Despite government efforts to promote research on medications used in children, huge gaps persist in knowledge about whether medications are safe and effective for the most vulnerable—newborns receiving care in neonatal intensive care units (NICUs)—according to a study published today in JAMA Pediatrics.
Matthew M. Laughon, MD, MPH, of the department of pediatrics at the University of North Carolina at Chapel Hill, and his colleagues found large gaps in the information available about medications used in neonates. They reported that medication use is very common in this population: in a cohort of nearly half a million hospitalized infants, 399 drugs were used and there were more than 1.5 million drug exposures in just the first 28 days of life for this group. Yet when the researchers reviewed US Food and Drug Administration (FDA) databases to identify medications studied in neonates and whether the studies resulted in new information on the drugs’ labels, they found that only 28 drugs had been studied in this population, resulting in labeling changes for only 24. Only 11 of the label changes provided information about the safety and efficacy of the drug for premature infants and 13 of the drugs studied were not used in NICUs, where most neonatal drug exposure occurs. Eight of the drugs were used in fewer than 60 preemies.
Laughon discussed the findings with news@JAMA.
news@JAMA: Why did you decide to do this study?
Dr Laughon: We knew anecdotally and experientially that federal legislation designed to increase the amount of information on drugs used to treat children didn’t do much to address the need for information on neonates. We wanted to quantify that.
news@JAMA: Which laws are you talking about?
Dr Laughon: Prior to 1997, there was very little incentive for drug companies to study pharmaceuticals in children. In 1997, the US Food and Drug Administration Modernization Act was passed and then the Best Pharmaceuticals for Children Act [BPCA] was passed in 2002. These laws helped increase the study of drugs in children, which is great. Last year, the Food and Drug Administration Safety and Innovation Act was passed, designating neonates as a special population. As a result the FDA has hired a neonatologist.
news@JAMA: What has been the effect of these laws on data about drugs for neonates?
Dr Laughon: Since the laws went into effect, there have been between 400 to 500 pediatric labeling changes on drugs, but only a minority related to neonates. A lot of the label changes related to neonates did not include safety and efficacy information. There were only 14 where safety and efficacy were established for neonates, but these drugs were hardly used in neonates, often not in the NICU. Even though the safety and efficacy of many drugs have not been established, physicians are still using these drugs on neonates without evidence of benefits, knowing there are side effects since all drugs have side effects.
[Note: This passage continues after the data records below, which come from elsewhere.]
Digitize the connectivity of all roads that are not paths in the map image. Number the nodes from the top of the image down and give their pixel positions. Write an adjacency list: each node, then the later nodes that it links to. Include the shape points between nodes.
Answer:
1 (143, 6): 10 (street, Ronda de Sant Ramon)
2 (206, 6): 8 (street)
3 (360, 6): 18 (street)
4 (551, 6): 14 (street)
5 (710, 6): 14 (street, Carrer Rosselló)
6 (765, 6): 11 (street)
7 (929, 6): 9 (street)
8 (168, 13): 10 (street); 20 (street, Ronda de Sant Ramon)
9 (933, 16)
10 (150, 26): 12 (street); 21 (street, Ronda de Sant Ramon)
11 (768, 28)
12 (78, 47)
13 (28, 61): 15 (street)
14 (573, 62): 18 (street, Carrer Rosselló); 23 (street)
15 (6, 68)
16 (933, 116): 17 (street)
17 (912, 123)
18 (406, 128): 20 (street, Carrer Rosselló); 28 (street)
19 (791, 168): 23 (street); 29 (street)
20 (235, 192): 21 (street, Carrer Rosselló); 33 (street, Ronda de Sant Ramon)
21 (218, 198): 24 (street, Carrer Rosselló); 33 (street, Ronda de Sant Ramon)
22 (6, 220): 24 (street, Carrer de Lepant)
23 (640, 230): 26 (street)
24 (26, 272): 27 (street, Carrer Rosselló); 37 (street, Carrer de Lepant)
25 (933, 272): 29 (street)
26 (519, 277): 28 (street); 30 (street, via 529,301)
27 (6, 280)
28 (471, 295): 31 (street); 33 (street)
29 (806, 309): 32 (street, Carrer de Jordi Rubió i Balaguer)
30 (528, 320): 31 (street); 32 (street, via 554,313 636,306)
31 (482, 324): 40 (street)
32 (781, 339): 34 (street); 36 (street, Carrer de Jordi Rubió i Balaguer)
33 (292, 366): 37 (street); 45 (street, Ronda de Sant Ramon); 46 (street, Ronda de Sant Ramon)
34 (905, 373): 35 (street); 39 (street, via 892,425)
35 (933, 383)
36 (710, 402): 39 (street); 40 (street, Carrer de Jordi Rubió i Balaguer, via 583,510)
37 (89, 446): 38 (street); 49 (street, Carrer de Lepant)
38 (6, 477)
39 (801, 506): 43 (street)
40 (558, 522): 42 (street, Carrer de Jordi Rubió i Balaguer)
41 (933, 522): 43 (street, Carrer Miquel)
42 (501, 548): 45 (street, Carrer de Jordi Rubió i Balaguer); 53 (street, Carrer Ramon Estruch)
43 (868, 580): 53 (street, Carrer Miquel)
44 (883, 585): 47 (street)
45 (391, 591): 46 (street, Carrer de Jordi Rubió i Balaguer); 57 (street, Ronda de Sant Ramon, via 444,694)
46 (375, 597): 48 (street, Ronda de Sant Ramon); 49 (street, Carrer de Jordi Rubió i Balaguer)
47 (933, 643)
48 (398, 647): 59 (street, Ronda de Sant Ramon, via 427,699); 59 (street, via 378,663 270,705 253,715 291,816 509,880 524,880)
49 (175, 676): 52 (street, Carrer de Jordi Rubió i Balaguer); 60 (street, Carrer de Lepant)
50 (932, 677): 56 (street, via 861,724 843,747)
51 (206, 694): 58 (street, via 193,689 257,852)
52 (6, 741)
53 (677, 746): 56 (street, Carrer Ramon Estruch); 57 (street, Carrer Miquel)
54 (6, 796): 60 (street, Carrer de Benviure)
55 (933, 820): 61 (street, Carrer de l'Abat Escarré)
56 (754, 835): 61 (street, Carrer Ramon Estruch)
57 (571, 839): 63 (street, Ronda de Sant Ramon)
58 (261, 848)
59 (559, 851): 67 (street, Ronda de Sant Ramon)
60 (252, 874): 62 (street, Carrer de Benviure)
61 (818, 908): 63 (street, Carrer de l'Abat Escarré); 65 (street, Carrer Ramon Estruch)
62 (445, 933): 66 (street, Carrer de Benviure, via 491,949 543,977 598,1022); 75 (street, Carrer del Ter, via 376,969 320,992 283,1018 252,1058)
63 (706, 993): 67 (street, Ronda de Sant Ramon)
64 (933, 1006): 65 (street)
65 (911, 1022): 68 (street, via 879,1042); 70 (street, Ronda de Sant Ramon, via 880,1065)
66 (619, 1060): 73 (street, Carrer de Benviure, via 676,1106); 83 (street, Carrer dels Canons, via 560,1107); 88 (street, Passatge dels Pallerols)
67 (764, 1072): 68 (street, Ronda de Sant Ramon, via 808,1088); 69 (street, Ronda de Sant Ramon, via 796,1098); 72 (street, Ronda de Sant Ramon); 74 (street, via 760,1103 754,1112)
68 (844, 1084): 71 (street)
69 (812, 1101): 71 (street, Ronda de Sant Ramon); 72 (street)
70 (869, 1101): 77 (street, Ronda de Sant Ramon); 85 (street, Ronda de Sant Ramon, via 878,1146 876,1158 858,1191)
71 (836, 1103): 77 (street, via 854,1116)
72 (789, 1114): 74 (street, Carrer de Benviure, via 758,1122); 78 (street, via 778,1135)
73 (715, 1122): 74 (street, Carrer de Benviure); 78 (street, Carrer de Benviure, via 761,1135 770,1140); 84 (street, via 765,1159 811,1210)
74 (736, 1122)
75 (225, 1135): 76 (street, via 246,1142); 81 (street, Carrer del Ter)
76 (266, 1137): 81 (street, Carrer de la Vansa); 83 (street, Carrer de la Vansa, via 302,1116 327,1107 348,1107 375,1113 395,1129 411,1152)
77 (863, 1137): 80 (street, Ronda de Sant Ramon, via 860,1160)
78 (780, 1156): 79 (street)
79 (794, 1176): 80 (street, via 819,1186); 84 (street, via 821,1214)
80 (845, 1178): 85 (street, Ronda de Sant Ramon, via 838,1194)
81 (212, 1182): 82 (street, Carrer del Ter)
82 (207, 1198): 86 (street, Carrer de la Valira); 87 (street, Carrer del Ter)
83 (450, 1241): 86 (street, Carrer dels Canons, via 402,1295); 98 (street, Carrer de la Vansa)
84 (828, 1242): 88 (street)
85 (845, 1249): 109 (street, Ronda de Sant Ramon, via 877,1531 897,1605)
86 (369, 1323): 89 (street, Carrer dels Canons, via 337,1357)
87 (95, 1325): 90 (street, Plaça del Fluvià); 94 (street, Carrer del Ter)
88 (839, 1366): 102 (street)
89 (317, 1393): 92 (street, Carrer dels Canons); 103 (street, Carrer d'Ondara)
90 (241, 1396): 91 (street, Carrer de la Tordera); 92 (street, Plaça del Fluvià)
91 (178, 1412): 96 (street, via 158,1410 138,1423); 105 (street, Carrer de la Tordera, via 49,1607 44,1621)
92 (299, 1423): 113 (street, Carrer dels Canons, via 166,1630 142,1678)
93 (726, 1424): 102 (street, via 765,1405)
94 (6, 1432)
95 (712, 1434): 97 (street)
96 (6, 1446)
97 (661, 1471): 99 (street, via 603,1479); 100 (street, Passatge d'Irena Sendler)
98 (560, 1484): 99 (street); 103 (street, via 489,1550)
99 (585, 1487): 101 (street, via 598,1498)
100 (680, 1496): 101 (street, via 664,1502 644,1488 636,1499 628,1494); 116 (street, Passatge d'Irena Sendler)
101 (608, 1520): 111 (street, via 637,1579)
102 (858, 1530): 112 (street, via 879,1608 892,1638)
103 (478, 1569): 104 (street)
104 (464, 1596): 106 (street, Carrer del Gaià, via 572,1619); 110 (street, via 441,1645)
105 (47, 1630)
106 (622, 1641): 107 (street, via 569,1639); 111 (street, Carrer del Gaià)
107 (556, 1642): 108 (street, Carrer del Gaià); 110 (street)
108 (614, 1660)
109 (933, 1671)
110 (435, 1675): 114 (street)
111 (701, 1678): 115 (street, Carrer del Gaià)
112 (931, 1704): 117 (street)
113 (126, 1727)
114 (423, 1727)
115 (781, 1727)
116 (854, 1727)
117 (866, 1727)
news@JAMA: Why do you think information about neonatal medication use has lagged?
Dr Laughon: They are a real tough population to study. Parents are often reluctant to consent to participation. There are physiologic changes that occur in neonates that don’t occur at any other time of life. Over the first month of life, there may be rapid changes in drug metabolism in these neonates. That’s really challenging. You need special pharmacokinetic techniques to make sense of the data. There is not much expertise available, with fewer than 10 individuals in the United States who are true experts on drug metabolism in neonates. The National Institutes of Health [NIH] is trying to beef up expertise in pediatric pharmacokinetics, including neonatal pharmacokinetics.
Neonates also have low circulating blood volume, so you can’t take much blood. You need very sensitive assays to detect a drug in small amounts of blood.
news@JAMA: What can be done to promote more study of medication use in neonates?
Dr Laughon: On the industry side, new drugs are usually developed for adults, then passed down to children and then to neonates. Some federal programs give 6-month patent extensions to companies who study their new drugs in children. For old drugs that are off patent, there is not a lot of incentive for pharmaceutical companies to study the drugs in children. The BPCA has designated funding to NIH for the Pediatric Trials Network to study off-patent and off-label medication use in children. The network has done a wonderful job studying drugs in children, with a fair number of the studies in neonates.
news@JAMA: What do you hope your study contributes?
Dr Laughon: This article is about awareness. Very few physicians have read an FDA label; it is important to know where this information comes from. They should be willing to participate in studies to help generate new information. We need parents’ help to enroll their neonate child in studies. We are thankful to the parents who have agreed to enroll in past studies; they have helped us improve the care of neonates. We have learned, for example, that the doses of fluconazole we were giving neonates were not right, so now when we have neonates with candida [a fungal infection], we can give them the right dose.